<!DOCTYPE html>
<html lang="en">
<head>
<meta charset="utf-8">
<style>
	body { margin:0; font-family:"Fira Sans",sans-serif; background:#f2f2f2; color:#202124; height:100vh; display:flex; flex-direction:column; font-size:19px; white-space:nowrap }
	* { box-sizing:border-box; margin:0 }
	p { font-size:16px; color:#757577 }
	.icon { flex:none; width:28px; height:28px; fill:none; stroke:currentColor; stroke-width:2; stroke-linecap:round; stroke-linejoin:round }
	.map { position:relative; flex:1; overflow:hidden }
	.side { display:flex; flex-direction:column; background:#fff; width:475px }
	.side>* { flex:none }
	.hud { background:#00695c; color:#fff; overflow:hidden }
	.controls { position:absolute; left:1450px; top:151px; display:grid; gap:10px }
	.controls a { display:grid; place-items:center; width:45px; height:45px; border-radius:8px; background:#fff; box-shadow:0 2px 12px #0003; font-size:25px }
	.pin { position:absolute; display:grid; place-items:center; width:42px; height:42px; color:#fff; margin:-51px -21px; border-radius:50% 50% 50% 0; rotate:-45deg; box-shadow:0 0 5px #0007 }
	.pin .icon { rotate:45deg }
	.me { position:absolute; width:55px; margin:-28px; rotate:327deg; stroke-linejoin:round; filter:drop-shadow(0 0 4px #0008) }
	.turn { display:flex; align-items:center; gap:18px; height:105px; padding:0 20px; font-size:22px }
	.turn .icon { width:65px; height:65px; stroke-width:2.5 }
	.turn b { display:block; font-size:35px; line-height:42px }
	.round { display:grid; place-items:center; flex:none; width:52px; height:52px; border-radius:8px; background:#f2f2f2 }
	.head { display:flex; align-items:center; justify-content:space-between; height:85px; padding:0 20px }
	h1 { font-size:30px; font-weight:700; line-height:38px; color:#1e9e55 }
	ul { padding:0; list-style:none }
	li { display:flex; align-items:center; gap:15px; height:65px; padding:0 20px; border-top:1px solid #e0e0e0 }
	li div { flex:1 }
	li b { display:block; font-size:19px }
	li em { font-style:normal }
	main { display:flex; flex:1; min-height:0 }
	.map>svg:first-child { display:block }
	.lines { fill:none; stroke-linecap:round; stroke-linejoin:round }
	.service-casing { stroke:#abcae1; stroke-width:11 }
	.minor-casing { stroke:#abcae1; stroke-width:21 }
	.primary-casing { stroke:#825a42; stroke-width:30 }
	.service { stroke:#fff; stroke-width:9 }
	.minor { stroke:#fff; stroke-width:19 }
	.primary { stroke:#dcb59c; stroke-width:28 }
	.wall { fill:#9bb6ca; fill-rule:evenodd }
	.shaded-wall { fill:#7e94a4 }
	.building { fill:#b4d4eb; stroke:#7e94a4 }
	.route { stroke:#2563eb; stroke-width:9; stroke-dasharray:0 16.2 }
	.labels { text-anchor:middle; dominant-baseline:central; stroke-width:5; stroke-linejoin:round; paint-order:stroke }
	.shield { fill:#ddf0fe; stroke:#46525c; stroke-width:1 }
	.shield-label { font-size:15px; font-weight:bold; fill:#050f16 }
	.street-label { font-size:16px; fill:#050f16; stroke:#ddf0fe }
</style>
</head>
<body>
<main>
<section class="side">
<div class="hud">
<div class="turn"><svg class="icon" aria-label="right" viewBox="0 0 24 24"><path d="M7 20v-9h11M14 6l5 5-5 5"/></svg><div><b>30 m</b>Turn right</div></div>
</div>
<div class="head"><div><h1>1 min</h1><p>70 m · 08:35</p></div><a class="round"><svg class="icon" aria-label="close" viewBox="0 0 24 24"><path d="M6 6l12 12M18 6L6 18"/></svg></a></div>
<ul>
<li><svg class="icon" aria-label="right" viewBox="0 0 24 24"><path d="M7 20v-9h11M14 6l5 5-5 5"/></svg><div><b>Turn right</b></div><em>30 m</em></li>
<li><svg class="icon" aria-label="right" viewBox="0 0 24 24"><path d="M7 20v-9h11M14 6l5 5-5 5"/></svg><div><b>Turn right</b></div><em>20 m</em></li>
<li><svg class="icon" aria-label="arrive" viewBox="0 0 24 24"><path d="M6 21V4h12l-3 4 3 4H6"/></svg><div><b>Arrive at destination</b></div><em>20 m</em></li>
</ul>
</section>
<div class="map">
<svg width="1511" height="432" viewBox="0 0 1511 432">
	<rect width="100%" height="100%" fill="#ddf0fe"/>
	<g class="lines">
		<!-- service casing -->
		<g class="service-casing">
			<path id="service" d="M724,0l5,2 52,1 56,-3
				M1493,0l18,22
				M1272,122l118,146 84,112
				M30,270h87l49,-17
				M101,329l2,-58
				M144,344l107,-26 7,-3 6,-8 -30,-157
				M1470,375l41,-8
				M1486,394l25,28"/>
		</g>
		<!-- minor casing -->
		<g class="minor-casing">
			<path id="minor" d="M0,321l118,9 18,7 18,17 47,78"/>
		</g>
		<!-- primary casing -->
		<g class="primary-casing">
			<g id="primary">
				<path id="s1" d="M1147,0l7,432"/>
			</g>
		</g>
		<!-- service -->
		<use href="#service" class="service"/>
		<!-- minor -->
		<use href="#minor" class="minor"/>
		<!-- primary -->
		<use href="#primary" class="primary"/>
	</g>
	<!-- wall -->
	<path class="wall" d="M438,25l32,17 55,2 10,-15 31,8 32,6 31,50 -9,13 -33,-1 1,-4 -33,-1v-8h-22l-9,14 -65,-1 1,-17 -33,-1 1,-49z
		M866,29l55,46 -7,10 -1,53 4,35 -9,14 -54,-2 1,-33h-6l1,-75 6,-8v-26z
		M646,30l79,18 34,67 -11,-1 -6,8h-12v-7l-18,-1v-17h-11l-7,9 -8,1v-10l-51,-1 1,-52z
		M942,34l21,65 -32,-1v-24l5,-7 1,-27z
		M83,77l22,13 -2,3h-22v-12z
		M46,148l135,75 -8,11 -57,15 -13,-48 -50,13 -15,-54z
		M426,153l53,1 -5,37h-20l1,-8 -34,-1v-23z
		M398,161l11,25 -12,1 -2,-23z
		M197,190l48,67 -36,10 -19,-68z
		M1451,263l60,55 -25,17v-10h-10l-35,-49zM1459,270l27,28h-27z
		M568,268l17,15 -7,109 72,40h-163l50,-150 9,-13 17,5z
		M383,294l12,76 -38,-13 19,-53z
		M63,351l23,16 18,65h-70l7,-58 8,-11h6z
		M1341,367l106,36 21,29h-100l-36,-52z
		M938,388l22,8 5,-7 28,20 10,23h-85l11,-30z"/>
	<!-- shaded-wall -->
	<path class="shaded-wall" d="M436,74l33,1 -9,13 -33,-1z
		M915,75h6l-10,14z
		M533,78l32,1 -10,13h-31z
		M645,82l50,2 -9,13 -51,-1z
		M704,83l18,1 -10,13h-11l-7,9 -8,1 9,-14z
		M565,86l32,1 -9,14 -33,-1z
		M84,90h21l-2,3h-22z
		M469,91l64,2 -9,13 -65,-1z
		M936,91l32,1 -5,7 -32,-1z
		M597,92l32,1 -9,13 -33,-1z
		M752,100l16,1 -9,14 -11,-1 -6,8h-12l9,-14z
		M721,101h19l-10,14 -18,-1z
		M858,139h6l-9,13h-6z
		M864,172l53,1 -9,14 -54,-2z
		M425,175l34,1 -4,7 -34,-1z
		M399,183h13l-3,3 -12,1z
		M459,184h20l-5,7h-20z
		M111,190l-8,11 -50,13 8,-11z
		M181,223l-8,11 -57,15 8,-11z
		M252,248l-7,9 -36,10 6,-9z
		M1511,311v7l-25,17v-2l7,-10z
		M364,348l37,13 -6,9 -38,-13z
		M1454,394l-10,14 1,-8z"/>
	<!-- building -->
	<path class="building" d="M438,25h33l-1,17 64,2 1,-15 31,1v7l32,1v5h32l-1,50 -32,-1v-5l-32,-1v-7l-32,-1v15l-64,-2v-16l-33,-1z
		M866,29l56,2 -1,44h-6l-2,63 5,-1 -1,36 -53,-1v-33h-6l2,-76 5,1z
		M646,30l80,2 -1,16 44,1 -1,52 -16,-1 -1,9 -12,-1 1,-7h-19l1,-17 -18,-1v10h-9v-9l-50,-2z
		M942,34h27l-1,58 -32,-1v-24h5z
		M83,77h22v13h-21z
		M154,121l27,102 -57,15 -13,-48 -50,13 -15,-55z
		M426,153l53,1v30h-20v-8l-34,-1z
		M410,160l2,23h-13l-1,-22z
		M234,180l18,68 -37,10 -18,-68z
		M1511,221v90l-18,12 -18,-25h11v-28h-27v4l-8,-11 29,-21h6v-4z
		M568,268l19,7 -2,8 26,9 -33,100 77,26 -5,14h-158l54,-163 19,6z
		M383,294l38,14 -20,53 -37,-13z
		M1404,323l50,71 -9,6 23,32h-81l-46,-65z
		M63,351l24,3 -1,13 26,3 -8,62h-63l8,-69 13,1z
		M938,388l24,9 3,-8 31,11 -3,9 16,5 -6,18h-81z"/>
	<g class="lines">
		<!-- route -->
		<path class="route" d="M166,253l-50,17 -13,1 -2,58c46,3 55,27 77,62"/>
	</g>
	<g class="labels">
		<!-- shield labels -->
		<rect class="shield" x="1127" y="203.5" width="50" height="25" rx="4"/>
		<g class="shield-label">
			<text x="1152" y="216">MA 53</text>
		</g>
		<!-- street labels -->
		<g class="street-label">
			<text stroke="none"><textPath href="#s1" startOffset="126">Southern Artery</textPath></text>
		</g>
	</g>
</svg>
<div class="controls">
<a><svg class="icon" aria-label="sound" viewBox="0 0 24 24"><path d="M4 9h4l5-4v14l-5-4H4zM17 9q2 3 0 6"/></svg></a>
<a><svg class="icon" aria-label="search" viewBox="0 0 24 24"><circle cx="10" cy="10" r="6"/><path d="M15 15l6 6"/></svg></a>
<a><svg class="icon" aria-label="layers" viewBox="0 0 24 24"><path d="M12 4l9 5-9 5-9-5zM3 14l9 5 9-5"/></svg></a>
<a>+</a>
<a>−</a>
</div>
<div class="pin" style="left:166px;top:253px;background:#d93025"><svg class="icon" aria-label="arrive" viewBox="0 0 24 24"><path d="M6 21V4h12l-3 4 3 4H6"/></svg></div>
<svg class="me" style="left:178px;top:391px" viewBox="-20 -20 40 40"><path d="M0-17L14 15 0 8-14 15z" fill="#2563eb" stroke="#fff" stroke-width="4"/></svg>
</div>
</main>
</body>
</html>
---
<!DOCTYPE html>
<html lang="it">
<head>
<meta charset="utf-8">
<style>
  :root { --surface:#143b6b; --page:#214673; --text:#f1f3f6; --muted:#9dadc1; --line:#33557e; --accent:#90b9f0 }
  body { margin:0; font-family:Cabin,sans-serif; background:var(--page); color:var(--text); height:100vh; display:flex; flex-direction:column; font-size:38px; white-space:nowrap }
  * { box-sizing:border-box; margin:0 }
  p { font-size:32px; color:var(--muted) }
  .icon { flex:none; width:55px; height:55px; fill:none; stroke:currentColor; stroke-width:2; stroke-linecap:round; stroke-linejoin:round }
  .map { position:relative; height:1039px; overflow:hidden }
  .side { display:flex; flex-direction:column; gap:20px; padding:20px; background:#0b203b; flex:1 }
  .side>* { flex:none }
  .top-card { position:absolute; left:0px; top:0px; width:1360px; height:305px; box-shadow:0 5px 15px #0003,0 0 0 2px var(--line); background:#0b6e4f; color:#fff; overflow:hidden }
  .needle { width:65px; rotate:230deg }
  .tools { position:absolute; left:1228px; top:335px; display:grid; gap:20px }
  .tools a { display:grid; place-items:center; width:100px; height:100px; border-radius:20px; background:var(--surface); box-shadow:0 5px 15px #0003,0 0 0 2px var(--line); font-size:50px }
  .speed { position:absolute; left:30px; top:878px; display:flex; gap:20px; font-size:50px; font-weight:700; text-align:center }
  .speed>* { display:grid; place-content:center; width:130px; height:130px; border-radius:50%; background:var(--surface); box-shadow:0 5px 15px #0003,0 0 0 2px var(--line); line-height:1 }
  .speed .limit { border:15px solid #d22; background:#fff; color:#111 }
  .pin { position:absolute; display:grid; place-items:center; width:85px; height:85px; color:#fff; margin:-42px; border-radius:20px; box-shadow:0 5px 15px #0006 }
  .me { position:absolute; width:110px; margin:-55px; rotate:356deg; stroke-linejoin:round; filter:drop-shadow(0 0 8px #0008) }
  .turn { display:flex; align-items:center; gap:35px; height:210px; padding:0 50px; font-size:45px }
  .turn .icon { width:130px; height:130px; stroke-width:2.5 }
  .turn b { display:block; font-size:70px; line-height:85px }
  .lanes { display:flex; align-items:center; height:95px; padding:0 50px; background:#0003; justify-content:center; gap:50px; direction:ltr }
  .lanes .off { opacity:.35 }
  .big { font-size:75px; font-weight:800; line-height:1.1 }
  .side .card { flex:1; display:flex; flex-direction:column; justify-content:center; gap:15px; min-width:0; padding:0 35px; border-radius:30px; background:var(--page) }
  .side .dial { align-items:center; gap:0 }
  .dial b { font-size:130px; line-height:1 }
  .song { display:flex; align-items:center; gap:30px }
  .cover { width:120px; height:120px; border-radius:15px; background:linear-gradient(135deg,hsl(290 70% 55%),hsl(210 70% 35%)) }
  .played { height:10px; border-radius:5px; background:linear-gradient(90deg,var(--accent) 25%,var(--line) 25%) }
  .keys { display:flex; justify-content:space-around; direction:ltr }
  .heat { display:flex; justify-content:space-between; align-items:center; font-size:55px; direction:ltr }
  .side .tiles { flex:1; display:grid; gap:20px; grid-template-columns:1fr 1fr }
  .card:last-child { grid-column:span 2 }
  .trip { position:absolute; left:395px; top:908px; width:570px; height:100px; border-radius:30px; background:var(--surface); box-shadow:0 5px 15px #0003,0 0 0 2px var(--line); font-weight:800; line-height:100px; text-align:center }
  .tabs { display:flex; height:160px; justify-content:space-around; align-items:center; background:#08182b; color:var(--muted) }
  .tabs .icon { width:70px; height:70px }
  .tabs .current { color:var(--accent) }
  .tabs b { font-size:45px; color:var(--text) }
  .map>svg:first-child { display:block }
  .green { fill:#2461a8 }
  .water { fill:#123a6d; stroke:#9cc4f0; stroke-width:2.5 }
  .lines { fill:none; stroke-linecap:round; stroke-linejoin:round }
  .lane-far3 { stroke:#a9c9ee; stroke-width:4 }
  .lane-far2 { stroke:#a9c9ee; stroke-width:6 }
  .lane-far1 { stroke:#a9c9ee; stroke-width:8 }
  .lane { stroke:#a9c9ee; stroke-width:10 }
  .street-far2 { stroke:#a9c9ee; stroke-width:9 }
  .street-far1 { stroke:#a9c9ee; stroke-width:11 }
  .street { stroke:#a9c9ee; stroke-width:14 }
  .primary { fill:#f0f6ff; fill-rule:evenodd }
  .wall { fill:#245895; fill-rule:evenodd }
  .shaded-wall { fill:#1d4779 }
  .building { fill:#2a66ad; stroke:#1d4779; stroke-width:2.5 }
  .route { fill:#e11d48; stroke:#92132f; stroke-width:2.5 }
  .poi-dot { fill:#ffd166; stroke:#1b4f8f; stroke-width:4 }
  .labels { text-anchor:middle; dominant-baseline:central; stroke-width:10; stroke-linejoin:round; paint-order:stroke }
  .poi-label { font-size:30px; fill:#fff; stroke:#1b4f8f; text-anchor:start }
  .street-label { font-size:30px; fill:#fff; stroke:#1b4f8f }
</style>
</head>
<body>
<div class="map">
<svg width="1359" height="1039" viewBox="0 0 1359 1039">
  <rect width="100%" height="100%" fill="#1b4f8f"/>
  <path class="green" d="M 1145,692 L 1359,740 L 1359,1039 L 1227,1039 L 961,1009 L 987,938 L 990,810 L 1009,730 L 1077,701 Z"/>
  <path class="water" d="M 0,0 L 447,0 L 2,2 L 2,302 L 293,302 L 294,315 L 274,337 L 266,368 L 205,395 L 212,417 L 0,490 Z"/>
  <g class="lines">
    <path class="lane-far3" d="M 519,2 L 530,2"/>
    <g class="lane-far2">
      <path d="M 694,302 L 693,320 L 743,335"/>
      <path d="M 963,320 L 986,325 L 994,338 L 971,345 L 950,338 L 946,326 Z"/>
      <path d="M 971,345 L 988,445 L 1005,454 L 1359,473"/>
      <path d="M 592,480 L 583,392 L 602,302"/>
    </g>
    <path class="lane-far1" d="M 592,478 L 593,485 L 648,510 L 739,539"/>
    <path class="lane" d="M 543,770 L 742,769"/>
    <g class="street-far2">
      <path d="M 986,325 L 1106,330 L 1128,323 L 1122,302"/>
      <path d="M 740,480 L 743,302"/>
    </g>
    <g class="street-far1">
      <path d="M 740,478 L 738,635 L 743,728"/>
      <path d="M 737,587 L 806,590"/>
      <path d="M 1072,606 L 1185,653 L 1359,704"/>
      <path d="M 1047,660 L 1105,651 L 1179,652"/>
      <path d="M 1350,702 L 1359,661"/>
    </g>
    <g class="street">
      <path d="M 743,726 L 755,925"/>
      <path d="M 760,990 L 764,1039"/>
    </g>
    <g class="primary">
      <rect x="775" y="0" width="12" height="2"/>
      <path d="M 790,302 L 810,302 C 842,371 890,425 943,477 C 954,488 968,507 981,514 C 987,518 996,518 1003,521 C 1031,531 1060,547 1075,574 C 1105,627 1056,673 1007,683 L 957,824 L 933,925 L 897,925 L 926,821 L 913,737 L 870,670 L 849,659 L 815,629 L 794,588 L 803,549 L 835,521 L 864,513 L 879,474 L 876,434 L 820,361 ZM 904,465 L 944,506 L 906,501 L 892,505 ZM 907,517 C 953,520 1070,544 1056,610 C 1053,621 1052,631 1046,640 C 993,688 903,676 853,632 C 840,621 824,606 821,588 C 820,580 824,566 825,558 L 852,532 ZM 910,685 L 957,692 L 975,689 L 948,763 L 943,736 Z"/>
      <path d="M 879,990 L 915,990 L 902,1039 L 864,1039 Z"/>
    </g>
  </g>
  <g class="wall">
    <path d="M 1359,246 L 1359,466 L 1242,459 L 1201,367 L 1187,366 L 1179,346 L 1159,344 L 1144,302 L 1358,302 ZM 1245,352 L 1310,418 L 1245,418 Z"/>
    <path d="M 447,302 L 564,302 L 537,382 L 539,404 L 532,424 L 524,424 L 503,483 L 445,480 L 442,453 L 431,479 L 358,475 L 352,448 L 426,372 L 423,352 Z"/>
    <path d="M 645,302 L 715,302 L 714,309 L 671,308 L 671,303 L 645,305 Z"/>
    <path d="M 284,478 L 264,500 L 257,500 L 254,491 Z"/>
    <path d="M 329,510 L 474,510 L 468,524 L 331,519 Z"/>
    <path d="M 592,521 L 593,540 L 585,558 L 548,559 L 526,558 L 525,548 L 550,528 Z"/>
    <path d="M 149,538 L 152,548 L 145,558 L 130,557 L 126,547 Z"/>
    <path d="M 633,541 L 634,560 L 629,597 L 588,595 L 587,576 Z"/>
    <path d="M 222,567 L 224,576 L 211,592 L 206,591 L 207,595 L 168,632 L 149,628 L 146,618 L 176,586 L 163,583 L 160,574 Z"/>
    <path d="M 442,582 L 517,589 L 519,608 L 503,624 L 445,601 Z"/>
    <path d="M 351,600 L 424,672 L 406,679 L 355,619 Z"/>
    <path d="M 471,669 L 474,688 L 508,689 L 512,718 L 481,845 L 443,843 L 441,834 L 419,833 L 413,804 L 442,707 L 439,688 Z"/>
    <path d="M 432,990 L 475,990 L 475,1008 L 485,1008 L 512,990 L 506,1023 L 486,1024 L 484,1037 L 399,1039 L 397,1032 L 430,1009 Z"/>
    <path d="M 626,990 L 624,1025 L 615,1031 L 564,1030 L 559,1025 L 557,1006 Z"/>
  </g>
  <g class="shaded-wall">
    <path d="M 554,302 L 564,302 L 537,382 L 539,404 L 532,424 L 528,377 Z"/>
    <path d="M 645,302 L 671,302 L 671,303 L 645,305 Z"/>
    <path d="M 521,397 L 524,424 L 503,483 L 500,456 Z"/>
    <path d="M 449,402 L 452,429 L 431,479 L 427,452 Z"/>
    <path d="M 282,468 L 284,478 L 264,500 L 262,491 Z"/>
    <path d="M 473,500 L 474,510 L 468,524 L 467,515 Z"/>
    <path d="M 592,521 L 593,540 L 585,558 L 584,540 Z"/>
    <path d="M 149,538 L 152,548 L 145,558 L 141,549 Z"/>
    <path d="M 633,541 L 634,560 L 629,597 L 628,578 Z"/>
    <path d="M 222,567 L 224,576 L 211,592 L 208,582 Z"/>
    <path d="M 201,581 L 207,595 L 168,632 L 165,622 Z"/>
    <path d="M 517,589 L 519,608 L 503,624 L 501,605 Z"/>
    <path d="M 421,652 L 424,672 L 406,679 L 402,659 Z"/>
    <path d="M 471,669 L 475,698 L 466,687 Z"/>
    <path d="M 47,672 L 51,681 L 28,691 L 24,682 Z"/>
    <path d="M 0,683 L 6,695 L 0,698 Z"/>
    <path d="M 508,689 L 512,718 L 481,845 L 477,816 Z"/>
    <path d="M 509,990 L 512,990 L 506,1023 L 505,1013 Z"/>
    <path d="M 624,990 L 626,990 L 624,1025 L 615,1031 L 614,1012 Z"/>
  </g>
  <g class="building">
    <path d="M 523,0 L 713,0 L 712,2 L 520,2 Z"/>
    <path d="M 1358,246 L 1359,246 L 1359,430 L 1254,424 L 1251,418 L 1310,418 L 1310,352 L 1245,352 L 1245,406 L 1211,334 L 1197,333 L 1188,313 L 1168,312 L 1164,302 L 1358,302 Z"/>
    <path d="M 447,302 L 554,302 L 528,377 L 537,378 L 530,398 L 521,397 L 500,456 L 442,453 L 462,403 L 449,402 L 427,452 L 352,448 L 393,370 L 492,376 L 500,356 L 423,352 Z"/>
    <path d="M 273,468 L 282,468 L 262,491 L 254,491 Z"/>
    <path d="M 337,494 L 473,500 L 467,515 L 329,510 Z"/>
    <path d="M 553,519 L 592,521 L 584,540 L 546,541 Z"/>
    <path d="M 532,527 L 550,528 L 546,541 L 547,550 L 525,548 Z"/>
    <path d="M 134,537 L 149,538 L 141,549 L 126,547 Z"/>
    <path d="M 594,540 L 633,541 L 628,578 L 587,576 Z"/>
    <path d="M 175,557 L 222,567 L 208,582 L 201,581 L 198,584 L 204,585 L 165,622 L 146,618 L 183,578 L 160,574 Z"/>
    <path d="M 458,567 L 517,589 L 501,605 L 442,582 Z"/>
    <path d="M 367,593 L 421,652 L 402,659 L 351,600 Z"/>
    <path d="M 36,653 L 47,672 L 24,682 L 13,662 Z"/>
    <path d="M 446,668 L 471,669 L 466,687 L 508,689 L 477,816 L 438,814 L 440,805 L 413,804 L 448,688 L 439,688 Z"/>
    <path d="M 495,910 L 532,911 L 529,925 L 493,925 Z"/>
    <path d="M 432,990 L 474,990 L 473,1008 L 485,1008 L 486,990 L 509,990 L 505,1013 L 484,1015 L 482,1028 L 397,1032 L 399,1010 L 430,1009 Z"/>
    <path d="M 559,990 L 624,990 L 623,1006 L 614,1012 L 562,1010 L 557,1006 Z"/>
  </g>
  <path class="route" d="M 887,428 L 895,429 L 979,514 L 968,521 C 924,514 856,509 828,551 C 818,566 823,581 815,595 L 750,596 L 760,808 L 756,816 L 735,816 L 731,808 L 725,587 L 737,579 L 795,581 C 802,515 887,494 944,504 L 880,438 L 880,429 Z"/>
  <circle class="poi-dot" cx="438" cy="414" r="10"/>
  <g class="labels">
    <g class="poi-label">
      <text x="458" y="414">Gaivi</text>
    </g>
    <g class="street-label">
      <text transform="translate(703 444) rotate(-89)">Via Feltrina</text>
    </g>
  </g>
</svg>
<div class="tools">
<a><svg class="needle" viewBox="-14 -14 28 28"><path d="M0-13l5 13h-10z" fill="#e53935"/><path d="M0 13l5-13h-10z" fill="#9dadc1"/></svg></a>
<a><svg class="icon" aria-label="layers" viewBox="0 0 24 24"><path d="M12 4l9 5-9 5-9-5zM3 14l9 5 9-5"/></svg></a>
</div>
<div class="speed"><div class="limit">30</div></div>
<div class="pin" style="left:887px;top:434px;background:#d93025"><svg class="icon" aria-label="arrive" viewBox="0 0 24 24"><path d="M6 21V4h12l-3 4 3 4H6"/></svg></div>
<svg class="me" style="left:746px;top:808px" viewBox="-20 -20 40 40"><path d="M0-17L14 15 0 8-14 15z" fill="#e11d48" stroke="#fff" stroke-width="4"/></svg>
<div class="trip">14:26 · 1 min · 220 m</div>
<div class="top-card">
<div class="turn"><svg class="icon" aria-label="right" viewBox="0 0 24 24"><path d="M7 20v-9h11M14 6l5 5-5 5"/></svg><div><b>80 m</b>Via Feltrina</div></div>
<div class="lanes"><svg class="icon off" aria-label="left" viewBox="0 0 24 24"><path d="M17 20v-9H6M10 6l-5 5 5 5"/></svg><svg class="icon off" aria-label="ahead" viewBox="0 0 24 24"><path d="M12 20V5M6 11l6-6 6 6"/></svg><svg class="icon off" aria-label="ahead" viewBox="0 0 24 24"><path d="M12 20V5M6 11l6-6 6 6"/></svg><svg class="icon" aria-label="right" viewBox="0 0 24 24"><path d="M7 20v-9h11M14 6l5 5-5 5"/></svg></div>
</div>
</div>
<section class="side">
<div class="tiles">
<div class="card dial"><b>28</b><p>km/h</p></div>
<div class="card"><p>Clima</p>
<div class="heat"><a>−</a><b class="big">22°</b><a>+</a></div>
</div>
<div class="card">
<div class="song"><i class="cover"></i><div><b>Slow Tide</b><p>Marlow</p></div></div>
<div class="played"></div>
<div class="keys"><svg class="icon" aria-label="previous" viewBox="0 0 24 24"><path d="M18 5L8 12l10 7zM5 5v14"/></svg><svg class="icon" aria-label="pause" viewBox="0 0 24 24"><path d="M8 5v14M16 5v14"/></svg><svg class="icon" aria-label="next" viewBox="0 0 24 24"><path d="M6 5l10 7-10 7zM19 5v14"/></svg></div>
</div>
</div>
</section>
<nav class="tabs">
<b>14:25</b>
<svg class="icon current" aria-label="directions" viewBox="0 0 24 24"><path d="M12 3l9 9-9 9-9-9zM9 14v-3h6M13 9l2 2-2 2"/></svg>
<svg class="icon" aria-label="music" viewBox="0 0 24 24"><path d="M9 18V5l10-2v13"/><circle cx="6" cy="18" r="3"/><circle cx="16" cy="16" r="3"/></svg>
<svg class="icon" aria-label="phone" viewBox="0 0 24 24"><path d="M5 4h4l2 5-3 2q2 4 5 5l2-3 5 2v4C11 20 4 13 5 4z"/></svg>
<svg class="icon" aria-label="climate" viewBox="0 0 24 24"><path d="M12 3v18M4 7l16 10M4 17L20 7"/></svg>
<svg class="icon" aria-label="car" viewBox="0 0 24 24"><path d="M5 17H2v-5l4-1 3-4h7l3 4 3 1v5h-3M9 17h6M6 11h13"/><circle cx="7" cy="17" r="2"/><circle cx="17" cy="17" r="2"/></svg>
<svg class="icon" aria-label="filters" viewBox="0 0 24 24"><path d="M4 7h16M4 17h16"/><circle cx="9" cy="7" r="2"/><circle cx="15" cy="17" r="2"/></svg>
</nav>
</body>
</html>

◆ **ASSIGNMENT**: Find the lines above that include the string "gradient" and copy them.

◆ **FINAL ANSWER**:
  .cover { width:120px; height:120px; border-radius:15px; background:linear-gradient(135deg,hsl(290 70% 55%),hsl(210 70% 35%)) }
  .played { height:10px; border-radius:5px; background:linear-gradient(90deg,var(--accent) 25%,var(--line) 25%) }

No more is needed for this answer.